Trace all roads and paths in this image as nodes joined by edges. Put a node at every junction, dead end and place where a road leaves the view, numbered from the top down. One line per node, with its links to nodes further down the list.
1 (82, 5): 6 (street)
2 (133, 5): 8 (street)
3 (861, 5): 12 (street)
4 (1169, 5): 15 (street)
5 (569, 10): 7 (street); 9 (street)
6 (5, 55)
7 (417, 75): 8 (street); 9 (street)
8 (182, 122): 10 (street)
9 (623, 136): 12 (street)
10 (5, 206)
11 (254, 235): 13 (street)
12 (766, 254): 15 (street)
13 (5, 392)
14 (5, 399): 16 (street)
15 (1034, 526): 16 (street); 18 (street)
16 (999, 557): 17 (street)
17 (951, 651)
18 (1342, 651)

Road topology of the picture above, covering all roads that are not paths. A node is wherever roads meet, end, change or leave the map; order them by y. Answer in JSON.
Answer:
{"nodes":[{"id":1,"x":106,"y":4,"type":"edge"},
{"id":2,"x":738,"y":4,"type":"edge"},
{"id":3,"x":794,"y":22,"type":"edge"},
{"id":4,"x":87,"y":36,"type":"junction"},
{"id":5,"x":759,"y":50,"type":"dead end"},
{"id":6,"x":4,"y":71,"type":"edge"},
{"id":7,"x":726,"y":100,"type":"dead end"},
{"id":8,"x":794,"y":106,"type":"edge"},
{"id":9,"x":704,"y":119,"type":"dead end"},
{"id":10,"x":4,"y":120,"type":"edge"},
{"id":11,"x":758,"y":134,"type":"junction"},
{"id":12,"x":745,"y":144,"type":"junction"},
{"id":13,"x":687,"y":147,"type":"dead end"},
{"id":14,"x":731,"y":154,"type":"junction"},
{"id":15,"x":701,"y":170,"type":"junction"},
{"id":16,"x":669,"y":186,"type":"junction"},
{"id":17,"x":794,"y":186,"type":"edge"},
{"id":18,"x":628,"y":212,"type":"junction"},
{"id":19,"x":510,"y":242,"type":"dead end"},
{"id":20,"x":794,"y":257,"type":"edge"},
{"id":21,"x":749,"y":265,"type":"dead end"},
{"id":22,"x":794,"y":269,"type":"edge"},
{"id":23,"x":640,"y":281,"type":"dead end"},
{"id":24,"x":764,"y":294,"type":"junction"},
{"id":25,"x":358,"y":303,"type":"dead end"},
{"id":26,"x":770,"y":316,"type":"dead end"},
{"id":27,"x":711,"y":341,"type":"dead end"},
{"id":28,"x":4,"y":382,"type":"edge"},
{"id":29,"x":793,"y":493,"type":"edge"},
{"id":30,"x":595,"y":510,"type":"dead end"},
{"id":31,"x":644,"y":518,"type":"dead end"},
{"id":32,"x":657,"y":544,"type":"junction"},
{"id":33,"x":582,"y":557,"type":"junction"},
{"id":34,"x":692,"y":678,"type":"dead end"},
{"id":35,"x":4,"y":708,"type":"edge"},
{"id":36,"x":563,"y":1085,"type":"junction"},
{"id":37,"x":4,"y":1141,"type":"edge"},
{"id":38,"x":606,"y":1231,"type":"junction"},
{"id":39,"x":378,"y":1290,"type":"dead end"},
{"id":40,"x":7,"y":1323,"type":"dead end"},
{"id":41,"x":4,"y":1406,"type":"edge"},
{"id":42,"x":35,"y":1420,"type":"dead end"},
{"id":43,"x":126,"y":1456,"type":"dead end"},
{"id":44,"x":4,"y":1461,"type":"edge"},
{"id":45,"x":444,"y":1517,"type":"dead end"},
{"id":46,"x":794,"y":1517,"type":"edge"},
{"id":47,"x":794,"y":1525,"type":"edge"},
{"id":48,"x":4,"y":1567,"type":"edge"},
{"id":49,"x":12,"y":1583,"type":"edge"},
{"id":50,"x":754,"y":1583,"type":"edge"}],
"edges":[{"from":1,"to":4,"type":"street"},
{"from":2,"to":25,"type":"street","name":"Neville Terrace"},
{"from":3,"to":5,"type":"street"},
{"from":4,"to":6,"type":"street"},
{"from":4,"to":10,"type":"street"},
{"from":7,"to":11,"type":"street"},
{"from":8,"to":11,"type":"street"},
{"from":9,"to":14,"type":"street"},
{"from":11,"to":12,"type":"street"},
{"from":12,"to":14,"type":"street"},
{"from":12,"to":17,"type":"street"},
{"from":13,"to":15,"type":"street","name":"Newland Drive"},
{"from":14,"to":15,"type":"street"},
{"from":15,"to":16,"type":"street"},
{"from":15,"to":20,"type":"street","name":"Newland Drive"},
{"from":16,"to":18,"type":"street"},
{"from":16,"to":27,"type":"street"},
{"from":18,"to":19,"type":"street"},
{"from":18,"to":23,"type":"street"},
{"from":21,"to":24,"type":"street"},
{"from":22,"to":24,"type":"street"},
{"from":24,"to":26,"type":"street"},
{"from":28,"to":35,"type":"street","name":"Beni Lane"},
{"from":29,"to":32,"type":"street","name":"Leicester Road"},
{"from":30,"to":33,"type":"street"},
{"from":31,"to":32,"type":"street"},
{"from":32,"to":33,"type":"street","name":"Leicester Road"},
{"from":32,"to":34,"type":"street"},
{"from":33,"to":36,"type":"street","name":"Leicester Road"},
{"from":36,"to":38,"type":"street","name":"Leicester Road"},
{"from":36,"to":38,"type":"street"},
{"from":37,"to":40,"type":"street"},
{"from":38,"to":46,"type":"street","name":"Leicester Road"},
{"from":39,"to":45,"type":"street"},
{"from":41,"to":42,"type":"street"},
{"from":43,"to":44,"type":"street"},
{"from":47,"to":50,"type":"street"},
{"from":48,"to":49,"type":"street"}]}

========

▶ **How to complete this task**:
Give the total number of lines in the entries that contain the word "roads", with no other words.

▶ **Result of this task**:
2